» **Activity**: Transcribe every record beneath, precisely as written.

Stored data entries

- - - - - - -

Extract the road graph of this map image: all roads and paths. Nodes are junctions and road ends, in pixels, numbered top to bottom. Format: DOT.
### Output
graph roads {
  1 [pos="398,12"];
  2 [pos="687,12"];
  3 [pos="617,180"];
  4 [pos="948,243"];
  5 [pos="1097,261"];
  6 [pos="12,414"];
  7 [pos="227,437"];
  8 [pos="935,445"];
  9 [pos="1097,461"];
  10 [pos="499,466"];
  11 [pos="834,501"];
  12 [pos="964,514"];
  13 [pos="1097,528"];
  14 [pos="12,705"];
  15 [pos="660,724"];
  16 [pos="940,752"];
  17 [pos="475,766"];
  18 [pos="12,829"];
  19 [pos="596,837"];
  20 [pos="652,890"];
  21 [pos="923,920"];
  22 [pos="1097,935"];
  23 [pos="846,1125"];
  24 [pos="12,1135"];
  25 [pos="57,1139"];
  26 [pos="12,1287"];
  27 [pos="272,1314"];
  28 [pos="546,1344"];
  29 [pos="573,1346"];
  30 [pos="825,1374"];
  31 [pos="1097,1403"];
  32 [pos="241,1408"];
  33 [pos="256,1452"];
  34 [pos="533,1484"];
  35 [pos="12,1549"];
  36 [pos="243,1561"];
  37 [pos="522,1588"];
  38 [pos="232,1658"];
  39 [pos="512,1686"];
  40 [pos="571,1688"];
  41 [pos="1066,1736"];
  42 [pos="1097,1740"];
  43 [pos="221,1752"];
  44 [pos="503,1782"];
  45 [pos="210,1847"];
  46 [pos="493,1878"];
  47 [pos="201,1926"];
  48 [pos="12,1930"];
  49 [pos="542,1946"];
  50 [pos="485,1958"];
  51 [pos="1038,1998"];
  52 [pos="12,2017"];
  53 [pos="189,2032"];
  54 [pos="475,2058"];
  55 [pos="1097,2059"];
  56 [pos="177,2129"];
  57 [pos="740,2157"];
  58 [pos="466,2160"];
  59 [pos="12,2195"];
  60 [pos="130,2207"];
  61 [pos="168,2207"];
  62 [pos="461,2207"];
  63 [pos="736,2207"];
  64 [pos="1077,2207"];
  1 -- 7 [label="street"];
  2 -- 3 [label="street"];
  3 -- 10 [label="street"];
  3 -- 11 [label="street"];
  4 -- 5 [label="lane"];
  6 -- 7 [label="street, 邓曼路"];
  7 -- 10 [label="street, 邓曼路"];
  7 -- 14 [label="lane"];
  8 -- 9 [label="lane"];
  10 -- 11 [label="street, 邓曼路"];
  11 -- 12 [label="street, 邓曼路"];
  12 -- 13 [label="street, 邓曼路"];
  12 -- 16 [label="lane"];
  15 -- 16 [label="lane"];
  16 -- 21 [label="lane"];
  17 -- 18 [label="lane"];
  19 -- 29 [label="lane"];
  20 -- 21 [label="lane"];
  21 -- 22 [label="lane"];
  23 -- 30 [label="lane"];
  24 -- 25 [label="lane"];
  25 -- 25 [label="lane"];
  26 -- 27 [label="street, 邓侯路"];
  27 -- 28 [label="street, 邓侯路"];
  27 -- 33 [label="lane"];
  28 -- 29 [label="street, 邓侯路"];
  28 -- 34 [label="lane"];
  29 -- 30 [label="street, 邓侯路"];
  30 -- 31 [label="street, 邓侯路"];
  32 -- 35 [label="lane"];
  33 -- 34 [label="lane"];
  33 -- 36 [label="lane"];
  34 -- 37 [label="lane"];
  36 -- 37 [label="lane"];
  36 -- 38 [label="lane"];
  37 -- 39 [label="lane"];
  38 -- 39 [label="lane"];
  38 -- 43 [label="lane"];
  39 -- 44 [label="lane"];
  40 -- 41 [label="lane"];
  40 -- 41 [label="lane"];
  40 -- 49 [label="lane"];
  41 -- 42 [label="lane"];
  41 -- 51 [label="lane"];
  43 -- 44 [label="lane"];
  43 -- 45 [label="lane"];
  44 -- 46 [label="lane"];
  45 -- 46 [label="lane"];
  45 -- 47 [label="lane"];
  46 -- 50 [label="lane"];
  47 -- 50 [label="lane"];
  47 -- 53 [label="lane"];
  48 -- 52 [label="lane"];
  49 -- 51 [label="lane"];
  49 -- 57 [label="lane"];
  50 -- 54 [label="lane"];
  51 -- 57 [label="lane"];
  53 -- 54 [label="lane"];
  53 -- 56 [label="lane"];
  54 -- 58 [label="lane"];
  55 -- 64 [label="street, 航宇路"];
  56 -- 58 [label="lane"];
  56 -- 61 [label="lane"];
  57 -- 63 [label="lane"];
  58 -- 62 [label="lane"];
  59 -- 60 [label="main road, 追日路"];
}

- - - - - - -

» **Finished exercise**:
Extract the road graph of this map image: all roads and paths. Nodes are junctions and road ends, in pixels, numbered top to bottom. Format: DOT.
### Output
graph roads {
  1 [pos="398,12"];
  2 [pos="687,12"];
  3 [pos="617,180"];
  4 [pos="948,243"];
  5 [pos="1097,261"];
  6 [pos="12,414"];
  7 [pos="227,437"];
  8 [pos="935,445"];
  9 [pos="1097,461"];
  10 [pos="499,466"];
  11 [pos="834,501"];
  12 [pos="964,514"];
  13 [pos="1097,528"];
  14 [pos="12,705"];
  15 [pos="660,724"];
  16 [pos="940,752"];
  17 [pos="475,766"];
  18 [pos="12,829"];
  19 [pos="596,837"];
  20 [pos="652,890"];
  21 [pos="923,920"];
  22 [pos="1097,935"];
  23 [pos="846,1125"];
  24 [pos="12,1135"];
  25 [pos="57,1139"];
  26 [pos="12,1287"];
  27 [pos="272,1314"];
  28 [pos="546,1344"];
  29 [pos="573,1346"];
  30 [pos="825,1374"];
  31 [pos="1097,1403"];
  32 [pos="241,1408"];
  33 [pos="256,1452"];
  34 [pos="533,1484"];
  35 [pos="12,1549"];
  36 [pos="243,1561"];
  37 [pos="522,1588"];
  38 [pos="232,1658"];
  39 [pos="512,1686"];
  40 [pos="571,1688"];
  41 [pos="1066,1736"];
  42 [pos="1097,1740"];
  43 [pos="221,1752"];
  44 [pos="503,1782"];
  45 [pos="210,1847"];
  46 [pos="493,1878"];
  47 [pos="201,1926"];
  48 [pos="12,1930"];
  49 [pos="542,1946"];
  50 [pos="485,1958"];
  51 [pos="1038,1998"];
  52 [pos="12,2017"];
  53 [pos="189,2032"];
  54 [pos="475,2058"];
  55 [pos="1097,2059"];
  56 [pos="177,2129"];
  57 [pos="740,2157"];
  58 [pos="466,2160"];
  59 [pos="12,2195"];
  60 [pos="130,2207"];
  61 [pos="168,2207"];
  62 [pos="461,2207"];
  63 [pos="736,2207"];
  64 [pos="1077,2207"];
  1 -- 7 [label="street"];
  2 -- 3 [label="street"];
  3 -- 10 [label="street"];
  3 -- 11 [label="street"];
  4 -- 5 [label="lane"];
  6 -- 7 [label="street, 邓曼路"];
  7 -- 10 [label="street, 邓曼路"];
  7 -- 14 [label="lane"];
  8 -- 9 [label="lane"];
  10 -- 11 [label="street, 邓曼路"];
  11 -- 12 [label="street, 邓曼路"];
  12 -- 13 [label="street, 邓曼路"];
  12 -- 16 [label="lane"];
  15 -- 16 [label="lane"];
  16 -- 21 [label="lane"];
  17 -- 18 [label="lane"];
  19 -- 29 [label="lane"];
  20 -- 21 [label="lane"];
  21 -- 22 [label="lane"];
  23 -- 30 [label="lane"];
  24 -- 25 [label="lane"];
  25 -- 25 [label="lane"];
  26 -- 27 [label="street, 邓侯路"];
  27 -- 28 [label="street, 邓侯路"];
  27 -- 33 [label="lane"];
  28 -- 29 [label="street, 邓侯路"];
  28 -- 34 [label="lane"];
  29 -- 30 [label="street, 邓侯路"];
  30 -- 31 [label="street, 邓侯路"];
  32 -- 35 [label="lane"];
  33 -- 34 [label="lane"];
  33 -- 36 [label="lane"];
  34 -- 37 [label="lane"];
  36 -- 37 [label="lane"];
  36 -- 38 [label="lane"];
  37 -- 39 [label="lane"];
  38 -- 39 [label="lane"];
  38 -- 43 [label="lane"];
  39 -- 44 [label="lane"];
  40 -- 41 [label="lane"];
  40 -- 41 [label="lane"];
  40 -- 49 [label="lane"];
  41 -- 42 [label="lane"];
  41 -- 51 [label="lane"];
  43 -- 44 [label="lane"];
  43 -- 45 [label="lane"];
  44 -- 46 [label="lane"];
  45 -- 46 [label="lane"];
  45 -- 47 [label="lane"];
  46 -- 50 [label="lane"];
  47 -- 50 [label="lane"];
  47 -- 53 [label="lane"];
  48 -- 52 [label="lane"];
  49 -- 51 [label="lane"];
  49 -- 57 [label="lane"];
  50 -- 54 [label="lane"];
  51 -- 57 [label="lane"];
  53 -- 54 [label="lane"];
  53 -- 56 [label="lane"];
  54 -- 58 [label="lane"];
  55 -- 64 [label="street, 航宇路"];
  56 -- 58 [label="lane"];
  56 -- 61 [label="lane"];
  57 -- 63 [label="lane"];
  58 -- 62 [label="lane"];
  59 -- 60 [label="main road, 追日路"];
}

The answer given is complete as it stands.